(Supplied records)

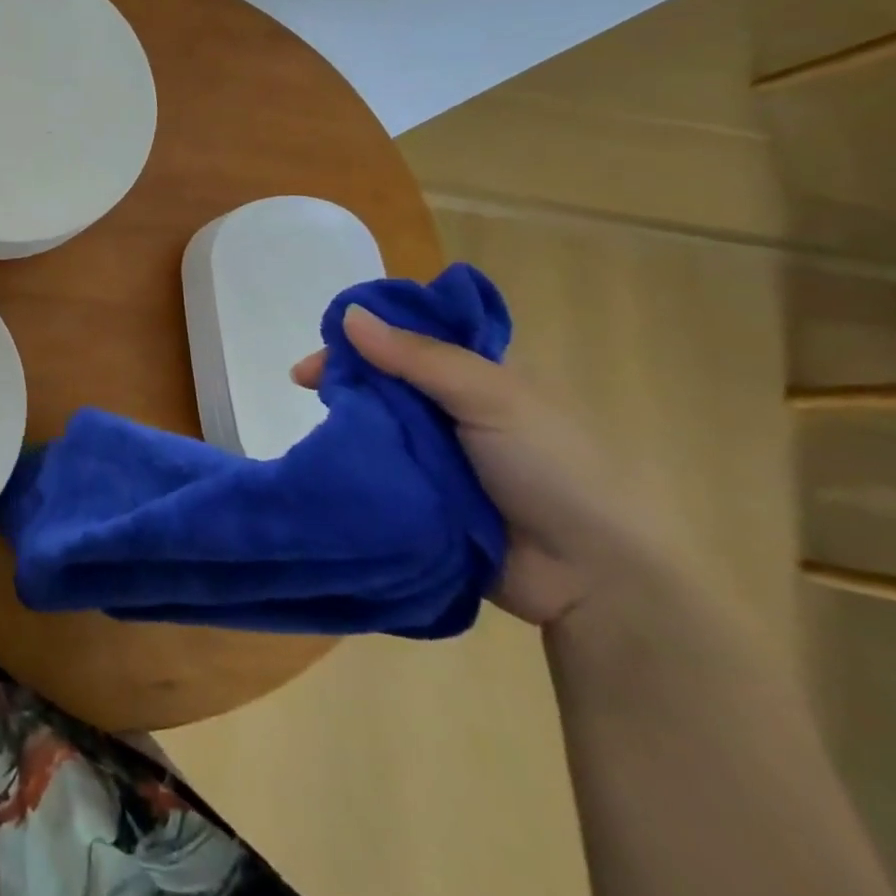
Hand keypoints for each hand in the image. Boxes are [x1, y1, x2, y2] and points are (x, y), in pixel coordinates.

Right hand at [292, 305, 671, 628]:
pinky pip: (378, 468)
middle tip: (302, 381)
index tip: (326, 340)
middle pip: (385, 377)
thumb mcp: (493, 397)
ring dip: (345, 418)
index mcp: (477, 376)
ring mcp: (435, 454)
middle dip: (344, 374)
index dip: (367, 331)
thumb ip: (419, 357)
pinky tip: (323, 454)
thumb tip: (349, 316)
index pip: (411, 337)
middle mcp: (452, 409)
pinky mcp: (420, 496)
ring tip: (312, 421)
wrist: (593, 579)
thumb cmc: (553, 469)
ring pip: (377, 422)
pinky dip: (353, 460)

(End Supplied records)

■ What to do:
The answer must be every line of the records that contains the word "thumb".

■ Solved problem:
thumb mcp: (493, 397)
thumb ip: (419, 357)
thumb tip: (349, 316)
thumb cmc: (553, 469)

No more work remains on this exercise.